Strict timelines and tight budgets proved confining. “The work
ultimately came down to what we could get done in the time allotted for
the project budget,” he says. Compounded with routine nights at the
office, burnout set in.
So, Munro jumped on the chance to help launch a new
business. Though reluctant to return to an unpredictable startup
environment so far into his career, it was just the creative freedom he
needed. Long hours were a concession.
Building the Door
Parenthood, however, often leads people to reconsider their
priorities. Munro was no exception. With the birth of his first child,
he started to crave greater balance: more time with his son, Sunday
dinners with family, a slower pace.
He and his wife decided to pack their New York life into
cardboard boxes and head back to California, where he would continue to
work remotely.
It was promising for a time: working for the East Coast
startup, which had just secured a series A round of funding, from his
West Coast home. But, Munro discovered, “It’s difficult to drive
innovation and design remotely.”
That’s when he considered his next move. Opportunity wasn’t
exactly breaking down his door, so Munro began forging a doorframe with
tried-and-true tactics: investigating vacancies and sending out
résumés. He kicked off a networking campaign to bolster professional
references. A former colleague mentioned that Amazon was hiring.
“Amazon wasn’t always on my radar,” he says. But, as he
learned more about the user experience (UX) designer position, it had
“dream job” written all over it.
“Amazon made a pretty dramatic shift to focus on creating
their own products and services, separate from the dot-com aspect of the
business,” Munro says. “The consumer device side of the company—aside
from Kindle—is charting relatively new territory. But the company is
committed to creating great products.”
Although they played Robin to engineering’s Batman for
years, “crafted user experiences and design have found a seat at
Amazon’s table,” Munro says. The clincher for this new dad was that the
organization encourages employees to have a life outside of work.

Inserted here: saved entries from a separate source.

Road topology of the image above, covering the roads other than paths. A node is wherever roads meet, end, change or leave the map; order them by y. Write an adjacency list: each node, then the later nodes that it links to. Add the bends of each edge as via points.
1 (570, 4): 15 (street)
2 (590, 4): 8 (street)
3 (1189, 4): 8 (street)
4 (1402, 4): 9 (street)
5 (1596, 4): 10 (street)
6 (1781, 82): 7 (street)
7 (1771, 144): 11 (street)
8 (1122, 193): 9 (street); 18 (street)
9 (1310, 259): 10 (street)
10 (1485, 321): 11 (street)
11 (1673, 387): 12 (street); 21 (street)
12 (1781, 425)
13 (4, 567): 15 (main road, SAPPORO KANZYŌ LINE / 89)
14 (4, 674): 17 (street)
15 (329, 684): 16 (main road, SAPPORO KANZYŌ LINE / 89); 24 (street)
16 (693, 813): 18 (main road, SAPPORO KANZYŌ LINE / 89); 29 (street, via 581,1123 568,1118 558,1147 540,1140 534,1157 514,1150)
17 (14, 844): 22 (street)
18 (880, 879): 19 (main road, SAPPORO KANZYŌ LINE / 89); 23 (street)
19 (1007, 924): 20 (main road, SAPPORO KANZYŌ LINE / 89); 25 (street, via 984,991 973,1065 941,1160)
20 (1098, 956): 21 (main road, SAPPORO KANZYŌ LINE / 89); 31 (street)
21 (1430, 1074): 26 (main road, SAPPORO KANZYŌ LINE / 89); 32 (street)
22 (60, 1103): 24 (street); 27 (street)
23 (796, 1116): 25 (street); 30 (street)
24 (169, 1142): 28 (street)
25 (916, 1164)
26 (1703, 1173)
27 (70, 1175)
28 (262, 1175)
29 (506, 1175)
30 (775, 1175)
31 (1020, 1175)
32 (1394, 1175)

Amazon’s hiring process isn’t for the faint-hearted. CEO
Jeff Bezos once told shareholders, “Setting the bar high in our approach
to hiring has been, and will be, the single most important element of
Amazon.com's success.”
Munro shrugs off two phone screen interviews, an onsite
portfolio review, and six individual one-on-one interviews. “The hiring
team was transparent throughout the process, which was refreshing,” he
says, “and I got a great vibe from the folks I met with.” An official
offer arrived shortly after.
What goes on behind Amazon’s doors is hush-hush, and
probing Munro for details is futile (a lesson we learned the hard way).

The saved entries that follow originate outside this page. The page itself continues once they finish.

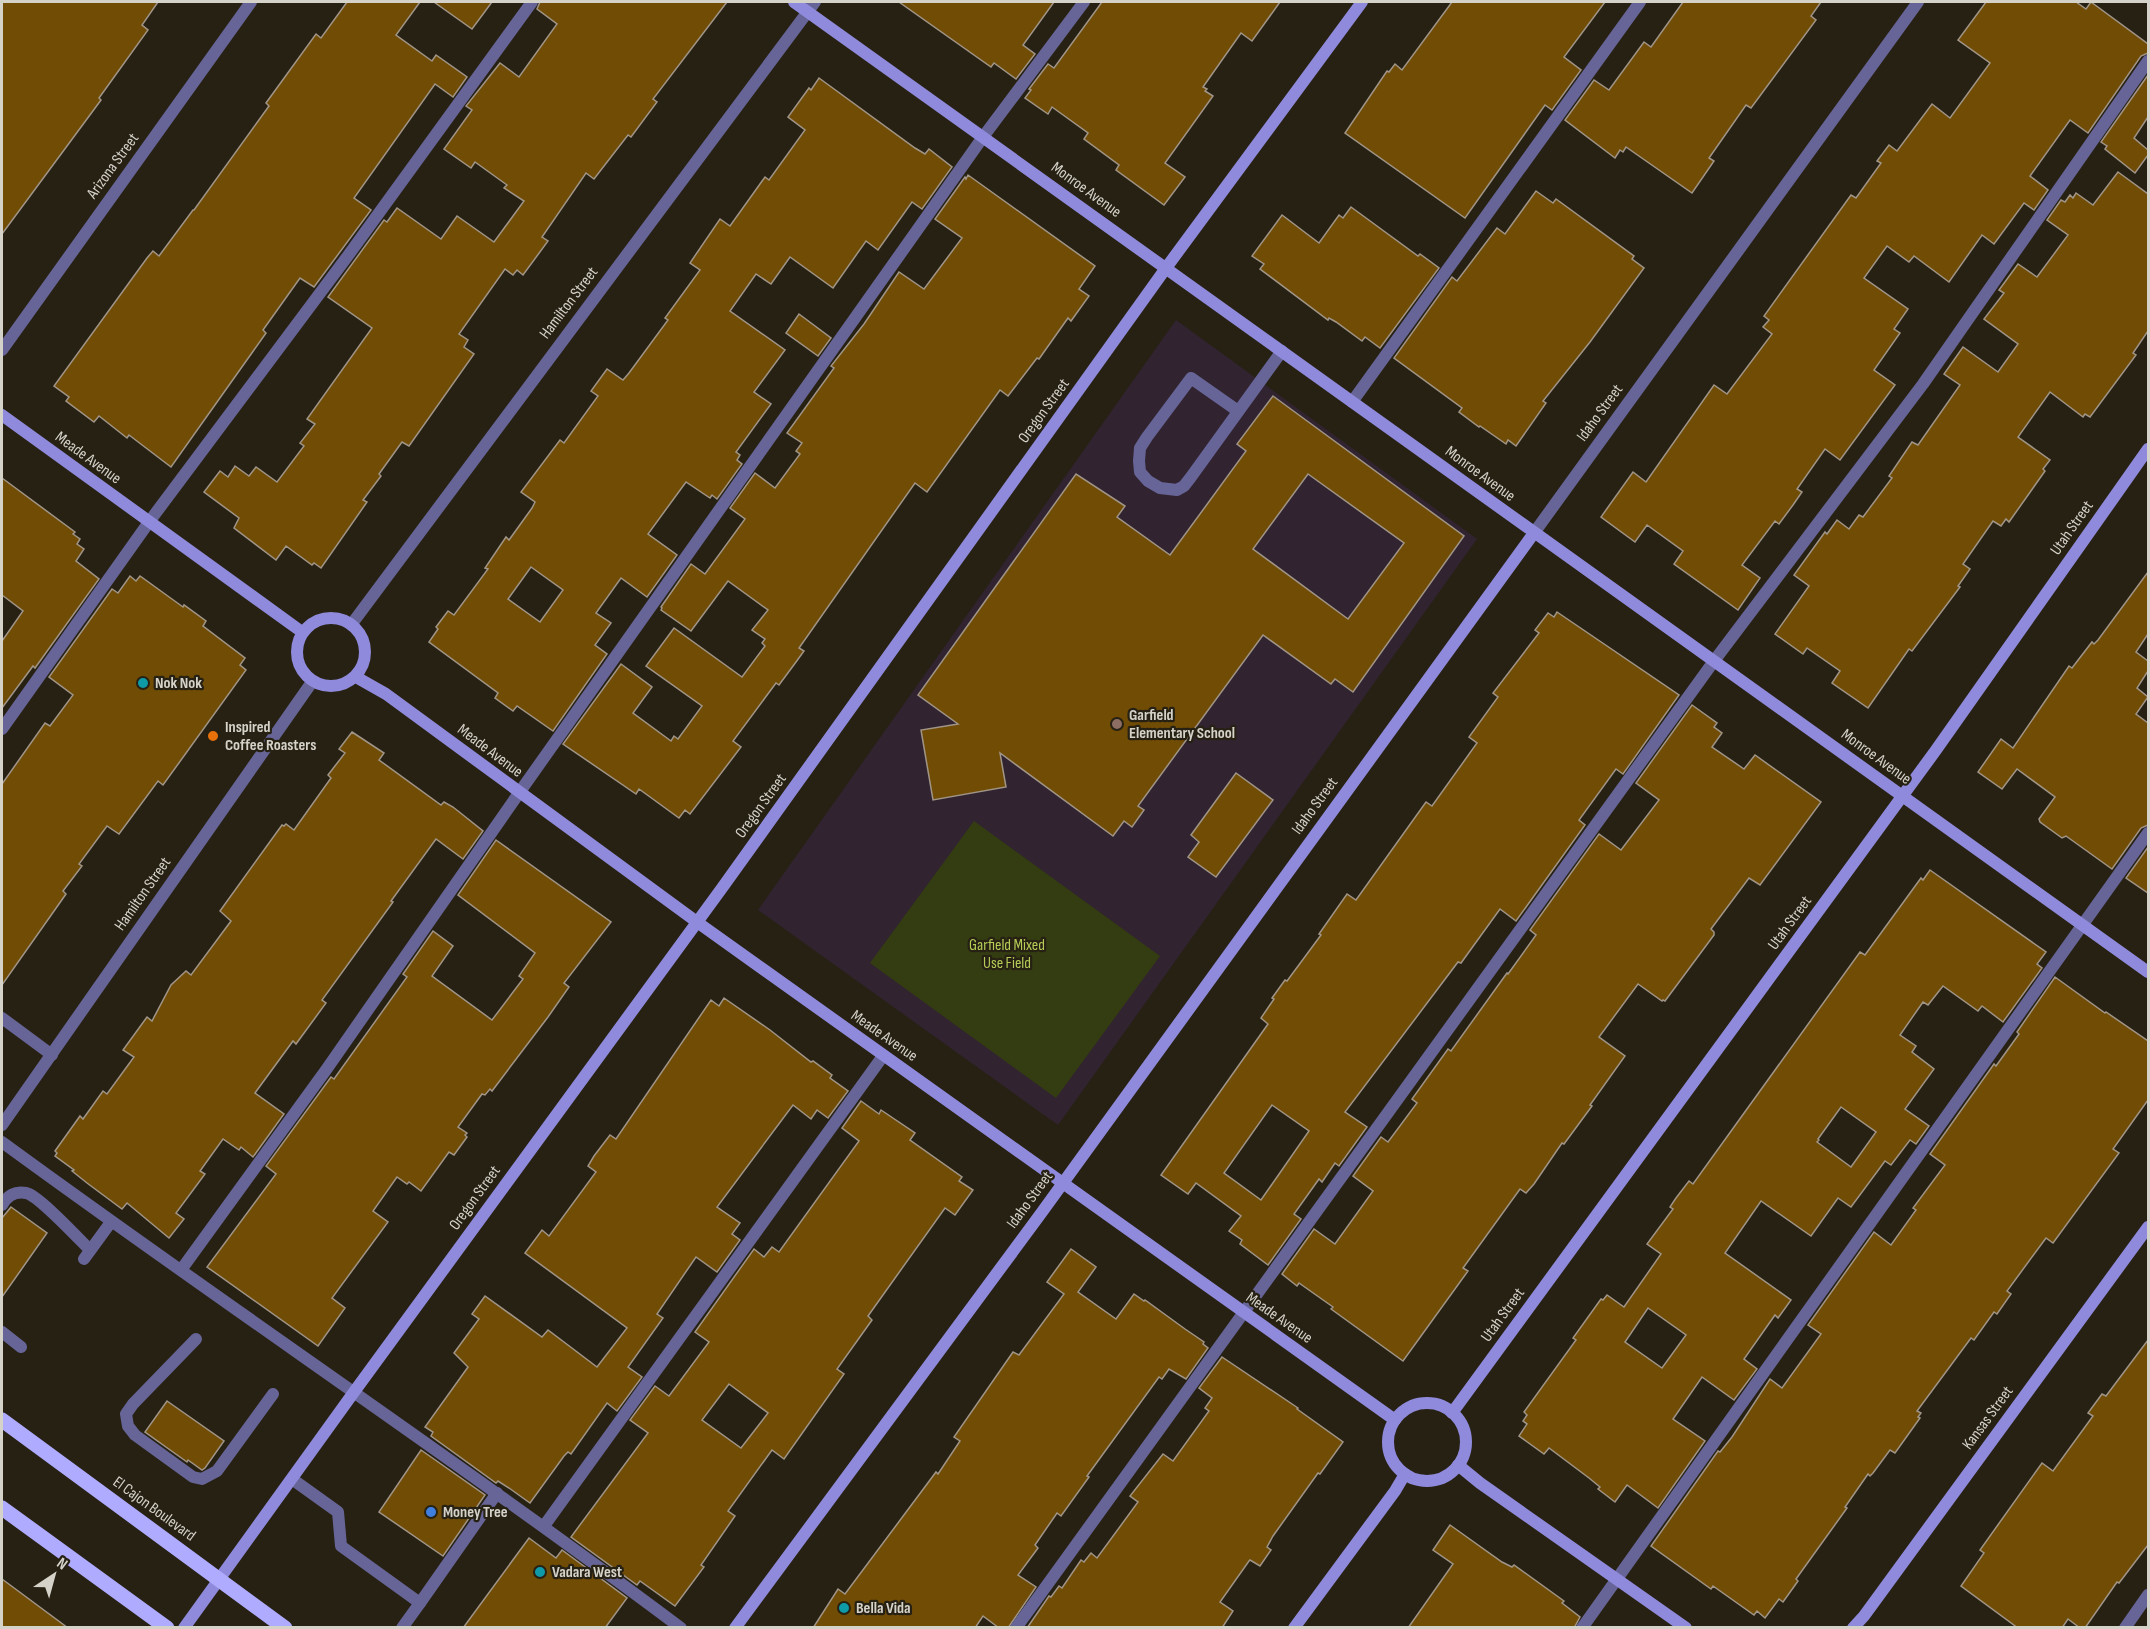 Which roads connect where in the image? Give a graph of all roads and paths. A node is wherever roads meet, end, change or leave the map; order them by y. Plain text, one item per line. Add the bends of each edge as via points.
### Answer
1 (251, 2) edge
2 (532, 2) edge
3 (794, 2) edge
4 (1084, 2) edge
5 (1362, 2) edge
6 (1640, 2) edge
7 (1917, 2) edge
8 (811, 6) edge
9 (2148, 61) edge
10 (983, 136) junction
11 (1166, 268) junction
12 (2, 350) edge
13 (1282, 351) junction
14 (1352, 402) junction
15 (1238, 411) junction
16 (2, 415) edge
17 (2148, 449) edge
18 (149, 522) junction
19 (1534, 533) junction
20 (351, 625) junction
21 (302, 632) junction
22 (1714, 661) junction
23 (356, 677) junction
24 (312, 681) junction
25 (2, 729) edge
26 (519, 793) junction
27 (1902, 796) junction
28 (2148, 832) edge
29 (697, 922) junction
30 (2082, 924) junction
31 (2148, 972) edge
32 (2, 1018) edge
33 (52, 1055) junction
34 (883, 1056) junction
35 (2, 1125) edge
36 (2, 1142) edge
37 (1062, 1183) junction
38 (2, 1205) edge
39 (111, 1222) junction
40 (2148, 1227) edge
41 (181, 1270) junction
42 (1243, 1313) junction
43 (2, 1332) edge
44 (196, 1339) dead end
45 (21, 1347) dead end
46 (354, 1392) junction
47 (273, 1394) dead end
48 (1452, 1413) junction
49 (2, 1420) edge
50 (1395, 1420) junction
51 (8, 1429) edge
52 (1458, 1465) junction
53 (1405, 1474) junction
54 (292, 1479) junction
55 (497, 1493) junction
56 (2, 1508) edge
57 (544, 1526) junction
58 (219, 1579) junction
59 (1617, 1579) junction
60 (2148, 1595) edge
61 (420, 1603) junction
62 (167, 1628) edge
63 (184, 1628) edge
64 (285, 1628) edge
65 (402, 1628) edge
66 (681, 1628) edge
67 (735, 1628) edge
68 (1016, 1628) edge
69 (1294, 1628) edge
70 (1582, 1628) edge
71 (1686, 1628) edge
72 (1853, 1628) edge
73 (2125, 1628) edge

1 - 12 street, Arizona Street
2 - 18 street
3 - 8 street, Monroe Avenue
4 - 10 street
5 - 11 street, Oregon Street
6 - 14 street
7 - 19 street, Idaho Street
8 - 10 street, Monroe Avenue
8 - 20 street, Hamilton Street
9 - 22 street via 1923,384
10 - 11 street, Monroe Avenue
10 - 26 street
11 - 13 street, Monroe Avenue
11 - 29 street, Oregon Street
13 - 14 street, Monroe Avenue
13 - 15 street
14 - 19 street, Monroe Avenue
15 - 15 street via 1184,486 1177,490 1160,488 1140,472 1140,448 1191,378
16 - 18 street, Meade Avenue
17 - 27 street, Utah Street
18 - 21 street, Meade Avenue
18 - 25 street
19 - 22 street, Monroe Avenue
19 - 37 street, Idaho Street
20 - 21 street via 324,618
20 - 23 street via 366,649
21 - 24 street via 297,659
22 - 27 street, Monroe Avenue
22 - 42 street
23 - 24 street via 341,686 329,687
23 - 26 street, Meade Avenue via 386,694
24 - 33 street, Hamilton Street
26 - 29 street, Meade Avenue
26 - 41 street
27 - 30 street, Monroe Avenue
27 - 48 street, Utah Street
28 - 30 street
29 - 34 street, Meade Avenue
29 - 46 street, Oregon Street
30 - 31 street, Monroe Avenue
30 - 59 street
32 - 33 street
33 - 35 street, Hamilton Street
34 - 37 street, Meade Avenue
34 - 57 street
36 - 39 street
37 - 42 street, Meade Avenue
37 - 67 street, Idaho Street
38 - 39 street via 15,1193 28,1193 87,1255
39 - 41 street
40 - 72 street, Kansas Street
41 - 46 street
42 - 50 street, Meade Avenue
42 - 68 street
43 - 45 street
44 - 47 street via 126,1414 135,1435 193,1477 202,1479 217,1471
46 - 54 street, Oregon Street
46 - 55 street
48 - 50 street via 1433,1403 1422,1403 1402,1412
48 - 52 street via 1460,1421 1466,1444
49 - 51 main road, El Cajon Boulevard
50 - 53 street via 1388,1449
51 - 58 main road, El Cajon Boulevard
52 - 53 street via 1433,1480 1423,1481
52 - 59 street
53 - 69 street
54 - 58 street, Oregon Street
54 - 61 street via 338,1512 341,1546
55 - 57 street
55 - 61 street
56 - 62 main road
57 - 66 street
58 - 63 street, Oregon Street
58 - 64 main road, El Cajon Boulevard
59 - 70 street
59 - 71 street
60 - 73 street
61 - 65 street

As a senior UX designer focused on the Alexa Voice Service, he works to
“understand and define the customer or user segments and deliver a
crafted, considered, and engaging product experience through an
iterative process that comprises research, user journeys, wireframing,
prototyping, visual design and development efforts and artifacts.”
In layman’s terms? Brands need to be valuable to their
customers in different contexts and spaces if they want to be
successful. Munro generates that value. “I can’t disclose specifics, but
the Alexa Voice Service really has no limits to where it can live or
thrive,” he hints.
Crossing the Threshold
Although this particular target wasn’t always in sight,
Munro was steadily working toward it. He kept his head down and took one
deliberate step at a time.
“The progression of my career has really been a perfect
culmination of the skillsets needed for the role,” he says. At the right
time and place, he was the right person for the job. “Being a
self-starter, creative thinker, and proven leader made me the type of
candidate they were looking for.”
We asked Munro what advice he’d give to someone with an eye
on a dream position. He addresses designers, but the takeaway is
impartial to industry.
“Focus on your craft, and experiment with different aspects
of the work. Stay hungry but be humble, and hopefully you’ll figure out
what interests you,” he says. “Gravitate towards strong, talented
individuals, ask questions, and soak up as much as possible. If the
passion and drive is there, the talent will develop and opportunities
will without a doubt come knocking.”
Build the door, and you’ll be ready to answer it.